* _DIRECTIONS FOR THIS TASK_:
Write out the records below once more, exactly and completely.

* _STORED DATA_:
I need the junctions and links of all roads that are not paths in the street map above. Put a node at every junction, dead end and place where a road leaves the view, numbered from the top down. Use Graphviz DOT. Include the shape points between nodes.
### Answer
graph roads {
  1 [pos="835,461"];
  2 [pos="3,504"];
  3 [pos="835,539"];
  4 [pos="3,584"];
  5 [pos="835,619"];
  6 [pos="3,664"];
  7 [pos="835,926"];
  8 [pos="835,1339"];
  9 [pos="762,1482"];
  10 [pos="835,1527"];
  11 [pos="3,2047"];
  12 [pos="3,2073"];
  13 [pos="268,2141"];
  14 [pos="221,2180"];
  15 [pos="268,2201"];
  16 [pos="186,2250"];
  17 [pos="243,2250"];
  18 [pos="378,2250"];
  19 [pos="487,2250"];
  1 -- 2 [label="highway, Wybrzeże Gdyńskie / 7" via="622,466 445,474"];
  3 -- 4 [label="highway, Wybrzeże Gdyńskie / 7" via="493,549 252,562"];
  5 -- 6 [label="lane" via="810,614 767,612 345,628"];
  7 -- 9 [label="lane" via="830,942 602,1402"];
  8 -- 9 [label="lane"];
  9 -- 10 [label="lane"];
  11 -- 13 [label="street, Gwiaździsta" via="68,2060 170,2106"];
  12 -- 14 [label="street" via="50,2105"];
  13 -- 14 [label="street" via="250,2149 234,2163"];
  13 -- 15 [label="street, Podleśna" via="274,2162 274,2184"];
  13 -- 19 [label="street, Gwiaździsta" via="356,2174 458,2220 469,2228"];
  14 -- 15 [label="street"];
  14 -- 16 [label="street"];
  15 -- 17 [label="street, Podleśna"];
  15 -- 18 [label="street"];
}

* _WRITTEN REPLY_:
I need the junctions and links of all roads that are not paths in the street map above. Put a node at every junction, dead end and place where a road leaves the view, numbered from the top down. Use Graphviz DOT. Include the shape points between nodes.
### Answer
graph roads {
  1 [pos="835,461"];
  2 [pos="3,504"];
  3 [pos="835,539"];
  4 [pos="3,584"];
  5 [pos="835,619"];
  6 [pos="3,664"];
  7 [pos="835,926"];
  8 [pos="835,1339"];
  9 [pos="762,1482"];
  10 [pos="835,1527"];
  11 [pos="3,2047"];
  12 [pos="3,2073"];
  13 [pos="268,2141"];
  14 [pos="221,2180"];
  15 [pos="268,2201"];
  16 [pos="186,2250"];
  17 [pos="243,2250"];
  18 [pos="378,2250"];
  19 [pos="487,2250"];
  1 -- 2 [label="highway, Wybrzeże Gdyńskie / 7" via="622,466 445,474"];
  3 -- 4 [label="highway, Wybrzeże Gdyńskie / 7" via="493,549 252,562"];
  5 -- 6 [label="lane" via="810,614 767,612 345,628"];
  7 -- 9 [label="lane" via="830,942 602,1402"];
  8 -- 9 [label="lane"];
  9 -- 10 [label="lane"];
  11 -- 13 [label="street, Gwiaździsta" via="68,2060 170,2106"];
  12 -- 14 [label="street" via="50,2105"];
  13 -- 14 [label="street" via="250,2149 234,2163"];
  13 -- 15 [label="street, Podleśna" via="274,2162 274,2184"];
  13 -- 19 [label="street, Gwiaździsta" via="356,2174 458,2220 469,2228"];
  14 -- 15 [label="street"];
  14 -- 16 [label="street"];
  15 -- 17 [label="street, Podleśna"];
  15 -- 18 [label="street"];
}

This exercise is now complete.